We use 6' custom made rods with one of these attached to the end. This is basiclly a small diameter plastic spring bobber that is vertually indistructable, cold doesnt make it brittle,and they can be trained (bent) to the side of rod tip to see better. We get a slight jigging motion going on the bobber and if the fish (bluegill,crappie,perch,ect) even breathes on the jig you can see it in the motion..
I have a few samples if anyone is interested,just email me.
Todd


----------



## William H Bonney (Jan 14, 2003)

Any chance of maybe posting a pic of that "Sneaky Pete", Todd?
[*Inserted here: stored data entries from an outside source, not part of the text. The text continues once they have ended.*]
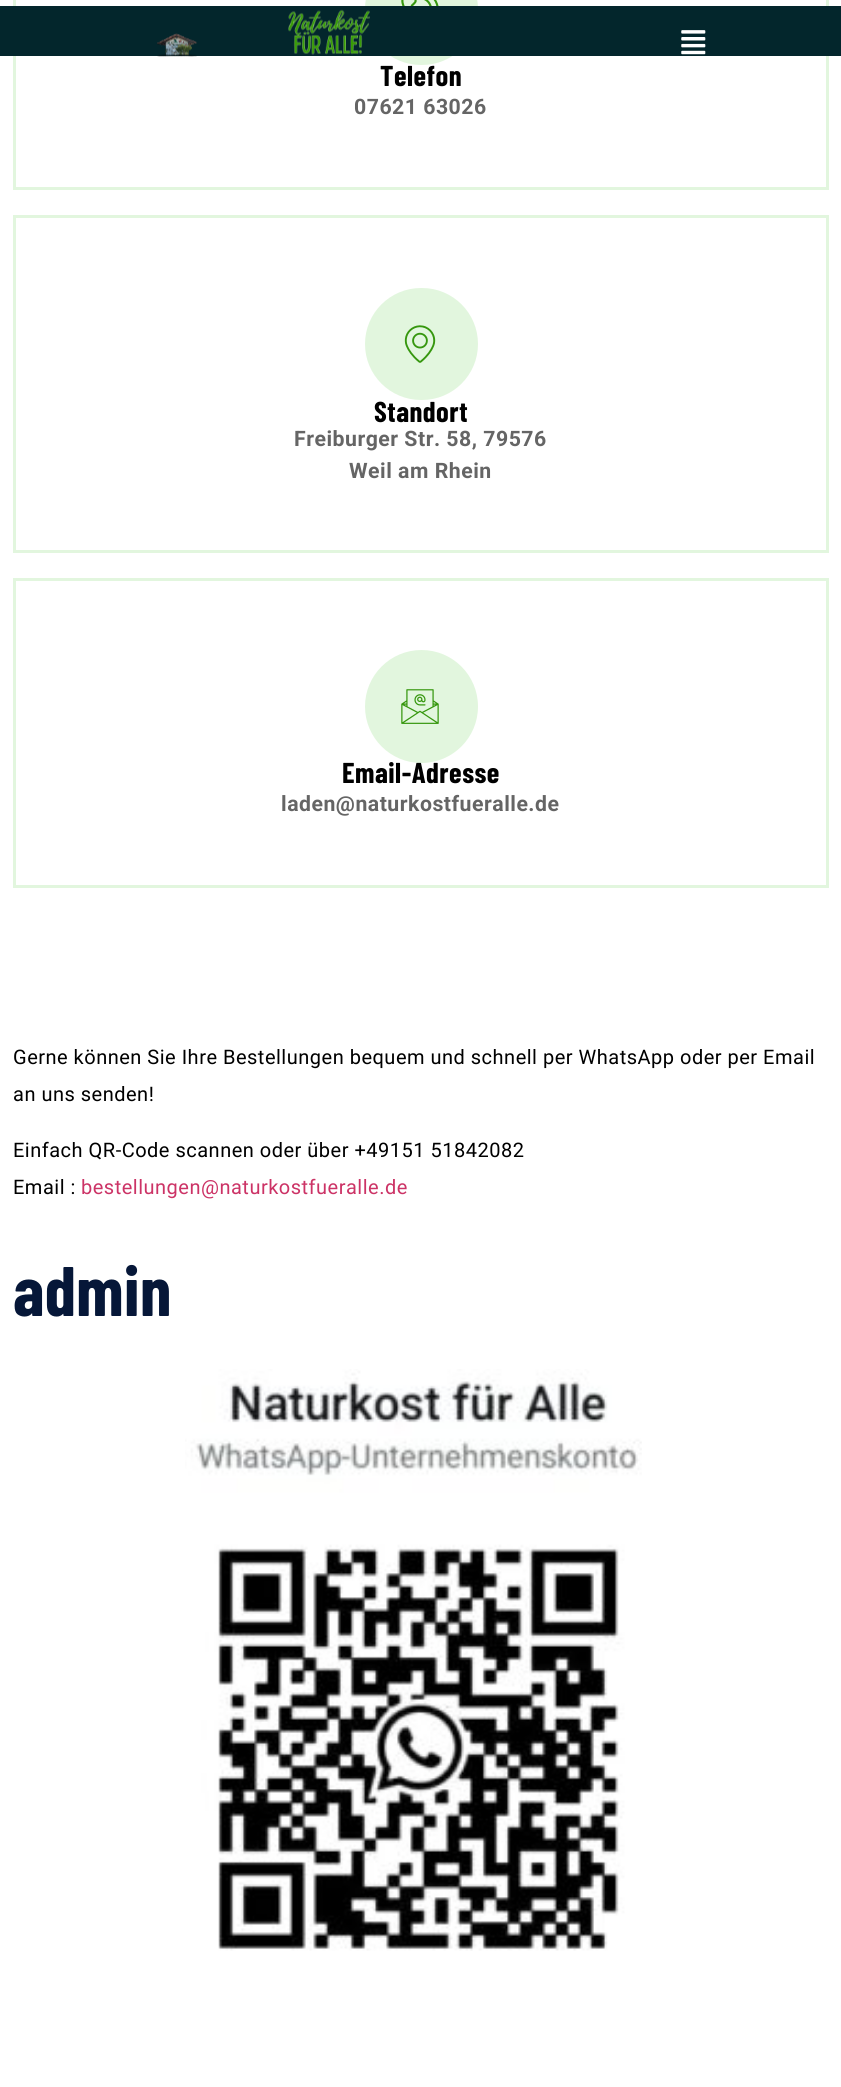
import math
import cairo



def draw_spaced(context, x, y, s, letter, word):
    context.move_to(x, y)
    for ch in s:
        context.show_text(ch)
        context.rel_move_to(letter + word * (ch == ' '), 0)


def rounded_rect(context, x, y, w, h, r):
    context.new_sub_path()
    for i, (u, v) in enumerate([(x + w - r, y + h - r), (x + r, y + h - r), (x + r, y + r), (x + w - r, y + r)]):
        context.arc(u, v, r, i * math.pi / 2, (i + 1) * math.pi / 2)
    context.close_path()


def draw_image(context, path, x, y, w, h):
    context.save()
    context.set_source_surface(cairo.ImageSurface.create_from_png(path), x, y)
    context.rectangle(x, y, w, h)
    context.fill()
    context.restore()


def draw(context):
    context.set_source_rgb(1, 1, 1)
    context.paint()
    context.rectangle(14.5, -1.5, 813, 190)
    context.set_source_rgb(226 / 255, 246 / 255, 222 / 255)
    context.set_line_width(3)
    context.stroke()
    rounded_rect(context, 365, -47, 113, 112, 56)
    context.fill()
    context.set_source_rgb(3 / 255, 38 / 255, 44 / 255)
    context.rectangle(0, 6, 841, 50)
    context.fill()
    draw_image(context, "images/1.png", 157, 33, 40, 24)
    draw_image(context, "images/2.png", 288, 9, 82, 46)
    draw_image(context, "images/3.png", 681, 30, 25, 25)
    draw_image(context, "images/4.png", 401, 0, 38, 6)
    context.rectangle(14.5, 216.5, 813, 335)
    context.set_source_rgb(226 / 255, 246 / 255, 222 / 255)
    context.stroke()
    rounded_rect(context, 365, 288, 113, 112, 56)
    context.fill()
    draw_image(context, "images/5.png", 404, 325, 32, 38)
    context.rectangle(14.5, 579.5, 813, 307)
    context.stroke()
    context.arc(421.5, 706.5, 56.5, 0, 2 * math.pi)
    context.fill()
    draw_image(context, "images/6.png", 401, 689, 38, 35)
    draw_image(context, "images/7.png", 185, 1369, 457, 582)
    context.select_font_face("Barlow Condensed", cairo.FontSlant.NORMAL, cairo.FontWeight.BOLD)
    context.set_font_size(28.75)
    context.set_source_rgb(0, 0, 0)
    draw_spaced(context, 380, 86, "Telefon", 0.5, 0)
    context.select_font_face("Roboto", cairo.FontSlant.NORMAL, cairo.FontWeight.BOLD)
    context.set_font_size(21.25)
    context.set_source_rgb(101 / 255, 101 / 255, 101 / 255)
    draw_spaced(context, 354, 114, "07621 63026", 0.5, 0)
    context.select_font_face("Barlow Condensed", cairo.FontSlant.NORMAL, cairo.FontWeight.BOLD)
    context.set_font_size(28.75)
    context.set_source_rgb(0, 0, 0)
    draw_spaced(context, 374, 422, "Standort", 0.5, 0)
    context.select_font_face("Roboto", cairo.FontSlant.NORMAL, cairo.FontWeight.BOLD)
    context.set_font_size(21.25)
    context.set_source_rgb(101 / 255, 101 / 255, 101 / 255)
    draw_spaced(context, 294, 446, "Freiburger Str. 58, 79576", 0.5, 0)
    draw_spaced(context, 349, 478, "Weil am Rhein", 0.5, 0)
    context.select_font_face("Barlow Condensed", cairo.FontSlant.NORMAL, cairo.FontWeight.BOLD)
    context.set_font_size(28.75)
    context.set_source_rgb(0, 0, 0)
    draw_spaced(context, 342, 783, "Email-Adresse", 0.5, 0)
    context.select_font_face("Roboto", cairo.FontSlant.NORMAL, cairo.FontWeight.BOLD)
    context.set_font_size(21.25)
    context.set_source_rgb(101 / 255, 101 / 255, 101 / 255)
    draw_spaced(context, 281, 811, "laden@naturkostfueralle.de", 0.5, 0)
    context.select_font_face("Roboto")
    context.set_font_size(20)
    context.set_source_rgb(0, 0, 0)
    draw_spaced(context, 13, 1064, "Gerne können Sie Ihre Bestellungen bequem und schnell per WhatsApp oder per Email", 0.5, 0)
    draw_spaced(context, 13, 1101, "an uns senden!", 0.5, 0)
    draw_spaced(context, 13, 1157, "Einfach QR-Code scannen oder über +49151 51842082", 0.5, 0)
    draw_spaced(context, 13, 1194, "Email :", 0.5, 0)
    context.set_source_rgb(204 / 255, 51 / 255, 102 / 255)
    draw_spaced(context, 81, 1194, "bestellungen@naturkostfueralle.de", 0.5, 0)
    context.select_font_face("Barlow Condensed", cairo.FontSlant.NORMAL, cairo.FontWeight.BOLD)
    context.set_font_size(70)
    context.set_source_rgb(6 / 255, 23 / 255, 56 / 255)
    draw_spaced(context, 13, 1316, "admin", 0.5, 0)


surface = cairo.ImageSurface(cairo.Format.RGB24, 841, 2087)
context = cairo.Context(surface)
options = cairo.FontOptions()
options.set_hint_metrics(cairo.HintMetrics.OFF)
options.set_hint_style(cairo.HintStyle.NONE)
context.set_font_options(options)
context.set_miter_limit(4)
draw(context)
surface.write_to_png("out.png")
Welcome to the "crack house",,,, this site is the MOST addicting place on the internet.


----------



## lil-skipper (Dec 27, 2003)

> _Originally posted by jpollman _
> *I'm going to pick up one of those spring bobber poles this year. But when I'm going for Crappie, I like to use the little blacka and yellow foam slip bobbers. They work great. Just tie one of those bobber stops on to the line and slide it back and forth to set the depth you want to fish. The stop will reel right up on to the spool and stay in the same place. After you take off the fish, just peel the line back off and you're back at the same depth. *[/QUOTE If any one is interested in trying a real good spring bobber there is one on the market called a gotcha bobber it is made in kalamazoo, mi. by an individual called Doug Smith. If you need to contact Doug to find out where you can purchase his bobbers the phone# is 1-269-327-0094. Trust me on this one fellas if you like spring bobbers or if you are thinking about going using one for the first time this is the bobber that i would try the sensitivity with this bobber is unmatched by any thing on the market. by the way, this bobber has been on the market locally for the past twenty-five years. Dnr sports in kazoo. sells the heck out of em.


----------



## ih772 (Jan 28, 2003)

I use spring bobbers, the type that come on a Schooley Rod. I usually fish with minnows and I can tell by the action of the minnow when fish are close by. Those were the days b4 the Vex.
I mostly fish for crappie and perch with those rods but I've landed quite a few pike and walleye with them too. Lot's of fun on 2lb. test.


----------



## lil-skipper (Dec 27, 2003)

> _Originally posted by jpollman _
> *I'm going to pick up one of those spring bobber poles this year. But when I'm going for Crappie, I like to use the little blacka and yellow foam slip bobbers. They work great. Just tie one of those bobber stops on to the line and slide it back and forth to set the depth you want to fish. The stop will reel right up on to the spool and stay in the same place. After you take off the fish, just peel the line back off and you're back at the same depth. *


----------



## P Gottshall (Dec 14, 2003)

I have some Schooley Rods, with the flexible metal spring bobber, although I haven't used those since I got electronics. They work well, but I really like feeling & "seeing" the bite. I have an UL HT Blue rod, & think it's about as good as a spring bobber.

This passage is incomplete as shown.